▸ **About this task**
Wherever "dead" turns up in the entries, copy out the line that holds it.

▸ **The data**
▼
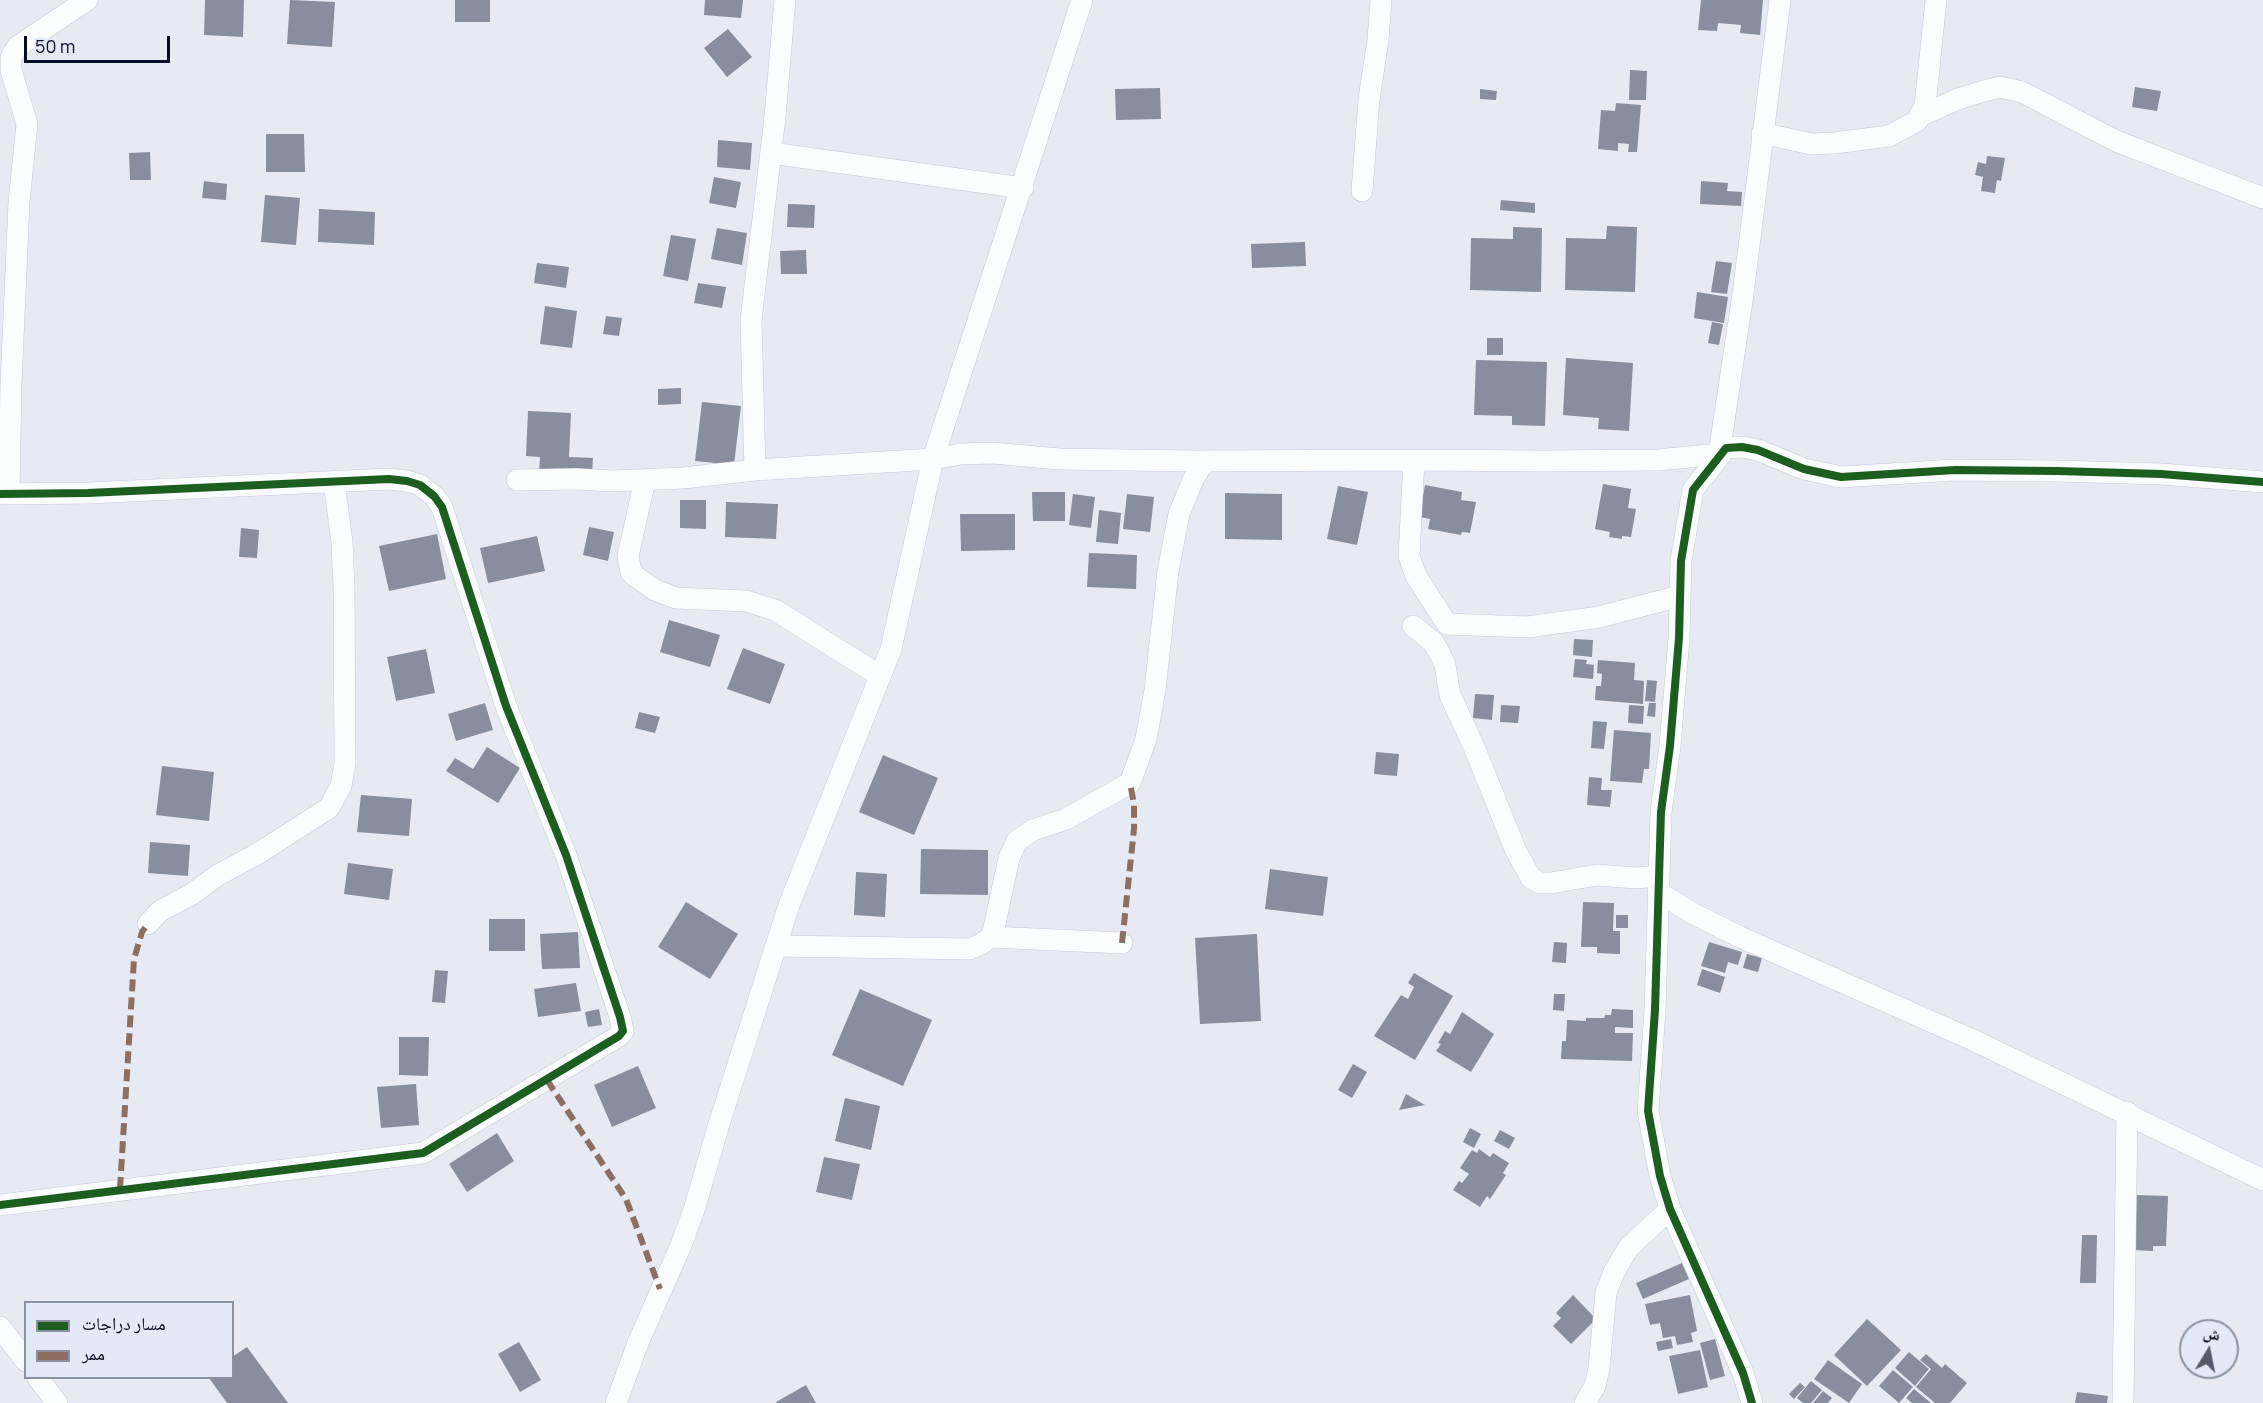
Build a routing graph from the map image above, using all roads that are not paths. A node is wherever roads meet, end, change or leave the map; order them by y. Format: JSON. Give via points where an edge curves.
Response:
{"nodes":[{"id":1,"x":87,"y":0,"type":"edge"},
{"id":2,"x":785,"y":0,"type":"edge"},
{"id":3,"x":1082,"y":0,"type":"edge"},
{"id":4,"x":1381,"y":0,"type":"edge"},
{"id":5,"x":1780,"y":0,"type":"edge"},
{"id":6,"x":1936,"y":0,"type":"edge"},
{"id":7,"x":1920,"y":116,"type":"junction"},
{"id":8,"x":1762,"y":133,"type":"junction"},
{"id":9,"x":771,"y":153,"type":"junction"},
{"id":10,"x":1023,"y":188,"type":"junction"},
{"id":11,"x":1362,"y":191,"type":"dead end"},
{"id":12,"x":2263,"y":198,"type":"edge"},
{"id":13,"x":1719,"y":454,"type":"junction"},
{"id":14,"x":933,"y":459,"type":"junction"},
{"id":15,"x":1414,"y":460,"type":"junction"},
{"id":16,"x":1204,"y":461,"type":"junction"},
{"id":17,"x":755,"y":470,"type":"junction"},
{"id":18,"x":517,"y":480,"type":"dead end"},
{"id":19,"x":645,"y":480,"type":"junction"},
{"id":20,"x":334,"y":482,"type":"junction"},
{"id":21,"x":2263,"y":482,"type":"edge"},
{"id":22,"x":4,"y":494,"type":"edge"},
{"id":23,"x":1680,"y":596,"type":"junction"},
{"id":24,"x":1413,"y":626,"type":"dead end"},
{"id":25,"x":880,"y":676,"type":"junction"},
{"id":26,"x":1658,"y":884,"type":"junction"},
{"id":27,"x":148,"y":924,"type":"dead end"},
{"id":28,"x":991,"y":937,"type":"junction"},
{"id":29,"x":1122,"y":943,"type":"dead end"},
{"id":30,"x":776,"y":946,"type":"junction"},
{"id":31,"x":2127,"y":1112,"type":"junction"},
{"id":32,"x":2263,"y":1180,"type":"edge"},
{"id":33,"x":0,"y":1205,"type":"edge"},
{"id":34,"x":1670,"y":1209,"type":"junction"},
{"id":35,"x":0,"y":1327,"type":"edge"},
{"id":36,"x":24,"y":1358,"type":"edge"},
{"id":37,"x":39,"y":1379,"type":"edge"},
{"id":38,"x":57,"y":1403,"type":"edge"},
{"id":39,"x":616,"y":1403,"type":"edge"},
{"id":40,"x":1585,"y":1403,"type":"edge"},
{"id":41,"x":1752,"y":1403,"type":"edge"},
{"id":42,"x":2123,"y":1403,"type":"edge"}],
"edges":[{"from":1,"to":22,"type":"street","via":[[17,47],[11,57],[11,70],[27,124]]},
{"from":2,"to":9,"type":"street"},
{"from":3,"to":10,"type":"street"},
{"from":4,"to":11,"type":"street"},
{"from":5,"to":8,"type":"street"},
{"from":6,"to":7,"type":"street","via":[[1925,106]]},
{"from":7,"to":8,"type":"street","via":[[1889,136],[1862,141],[1811,144]]},
{"from":7,"to":12,"type":"street","via":[[1958,99],[2000,87],[2022,92],[2116,141]]},
{"from":8,"to":13,"type":"street"},
{"from":9,"to":10,"type":"street"},
{"from":9,"to":17,"type":"street","via":[[751,320]]},
{"from":10,"to":14,"type":"street"},
{"from":13,"to":15,"type":"street","via":[[1658,460]]},
{"from":13,"to":21,"type":"street","via":[[1726,448],[1758,450],[1804,469],[1841,477],[1955,470],[2161,474]]},
{"from":13,"to":23,"type":"street","via":[[1693,490],[1685,529]]},
{"from":14,"to":16,"type":"street","via":[[993,453],[1059,459]]},
{"from":14,"to":17,"type":"street"},
{"from":14,"to":25,"type":"street","via":[[891,649]]},
{"from":15,"to":16,"type":"street"},
{"from":15,"to":23,"type":"street","via":[[1409,556],[1416,576],[1447,624],[1528,627],[1599,617]]},
{"from":16,"to":28,"type":"street","via":[[1179,514],[1168,571],[1155,690],[1146,739],[1130,783],[1066,819],[1033,830],[1017,842],[1009,858]]},
{"from":17,"to":19,"type":"street"},
{"from":18,"to":19,"type":"street"},
{"from":19,"to":25,"type":"street","via":[[628,556],[635,576],[676,598],[734,599],[775,610]]},
{"from":20,"to":22,"type":"street"},
{"from":20,"to":27,"type":"street","via":[[345,587],[345,763],[341,786],[329,808],[160,911]]},
{"from":20,"to":33,"type":"street","via":[[407,481],[420,485],[439,501],[506,706],[566,855],[623,1033],[423,1153]]},
{"from":23,"to":26,"type":"street"},
{"from":24,"to":26,"type":"street","via":[[1439,652],[1450,695],[1531,878],[1551,884],[1597,875]]},
{"from":25,"to":30,"type":"street","via":[[797,883]]},
{"from":26,"to":31,"type":"street","via":[[1692,913],[1740,937]]},
{"from":26,"to":34,"type":"street","via":[[1648,1111]]},
{"from":28,"to":29,"type":"street"},
{"from":28,"to":30,"type":"street","via":[[970,949]]},
{"from":30,"to":39,"type":"street","via":[[694,1210]]},
{"from":31,"to":32,"type":"street"},
{"from":31,"to":42,"type":"street"},
{"from":34,"to":40,"type":"street","via":[[1629,1247],[1614,1272],[1606,1293],[1599,1368]]},
{"from":34,"to":41,"type":"street","via":[[1743,1373]]},
{"from":35,"to":36,"type":"street"},
{"from":37,"to":38,"type":"street"}]}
▲
▸ **Solution for this problem**
{"id":11,"x":1362,"y":191,"type":"dead end"},
{"id":18,"x":517,"y":480,"type":"dead end"},
{"id":24,"x":1413,"y":626,"type":"dead end"},
{"id":27,"x":148,"y":924,"type":"dead end"},
{"id":29,"x":1122,"y":943,"type":"dead end"},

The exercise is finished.